▼
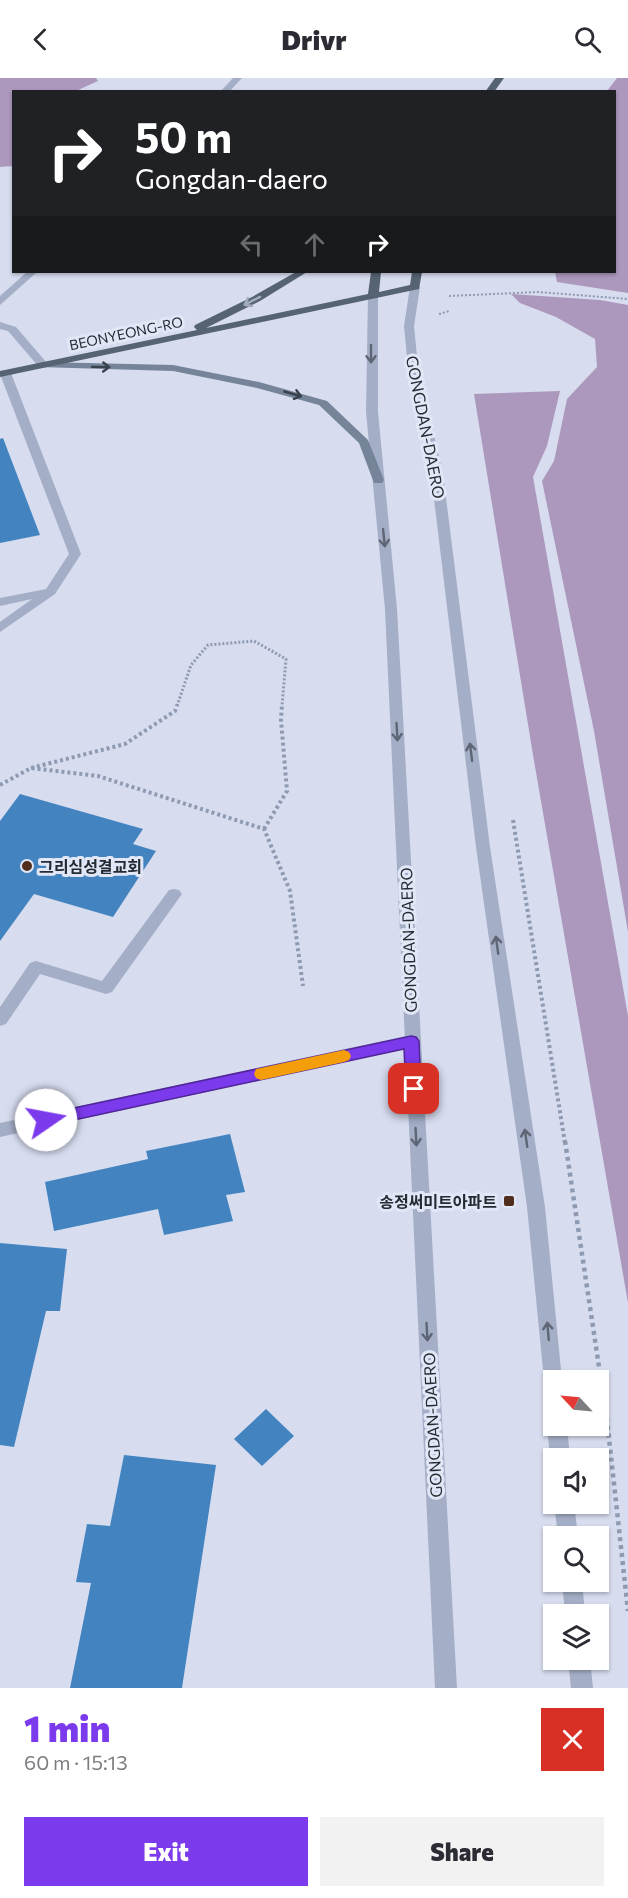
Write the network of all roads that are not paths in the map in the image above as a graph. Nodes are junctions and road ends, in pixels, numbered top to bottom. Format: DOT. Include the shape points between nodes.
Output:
graph roads {
  1 [pos="238,78"];
  2 [pos="500,78"];
  3 [pos="226,90"];
  4 [pos="491,90"];
  5 [pos="31,273"];
  6 [pos="300,273"];
  7 [pos="376,273"];
  8 [pos="416,279"];
  9 [pos="373,295"];
  10 [pos="0,302"];
  11 [pos="0,325"];
  12 [pos="176,338"];
  13 [pos="43,365"];
  14 [pos="3,374"];
  15 [pos="378,480"];
  16 [pos="51,591"];
  17 [pos="0,602"];
  18 [pos="0,628"];
  19 [pos="174,894"];
  20 [pos="0,1020"];
  21 [pos="411,1041"];
  22 [pos="0,1130"];
  23 [pos="552,1370"];
  24 [pos="580,1670"];
  25 [pos="446,1688"];
  26 [pos="582,1688"];
  1 -- 3 [label="street"];
  2 -- 4 [label="main road"];
  5 -- 10 [label="street"];
  6 -- 12 [label="main road, one-way"];
  7 -- 9 [label="main road"];
  8 -- 9 [label="main road, BEONYEONG-RO"];
  23 -- 8 [label="street, GONGDAN-DAERO, one-way" via="536,1207 483,848 437,474 412,367 409,326"];
  9 -- 12 [label="main road, BEONYEONG-RO"];
  9 -- 15 [label="street, GONGDAN-DAERO, one-way" via="372,412"];
  11 -- 13 [label="street" via="12,329"];
  12 -- 13 [label="main road, BEONYEONG-RO"];
  13 -- 14 [label="main road, BEONYEONG-RO"];
  13 -- 15 [label="main road, one-way" via="173,368 323,403 364,442"];
  14 -- 16 [label="street" via="75,554"];
  15 -- 21 [label="street, GONGDAN-DAERO, one-way" via="391,621"];
  16 -- 17 [label="street"];
  16 -- 18 [label="street"];
  19 -- 20 [label="street" via="106,988 36,967"];
  21 -- 22 [label="street"];
  21 -- 25 [label="street, GONGDAN-DAERO, one-way"];
  24 -- 26 [label="street"];
}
▲
▶ **What the exercise asks**
When the word "main" shows up in a line of the entries, report that line.

▶ **Solution to this problem**
  2 -- 4 [label="main road"];
  6 -- 12 [label="main road, one-way"];
  7 -- 9 [label="main road"];
  8 -- 9 [label="main road, BEONYEONG-RO"];
  9 -- 12 [label="main road, BEONYEONG-RO"];
  12 -- 13 [label="main road, BEONYEONG-RO"];
  13 -- 14 [label="main road, BEONYEONG-RO"];
  13 -- 15 [label="main road, one-way" via="173,368 323,403 364,442"];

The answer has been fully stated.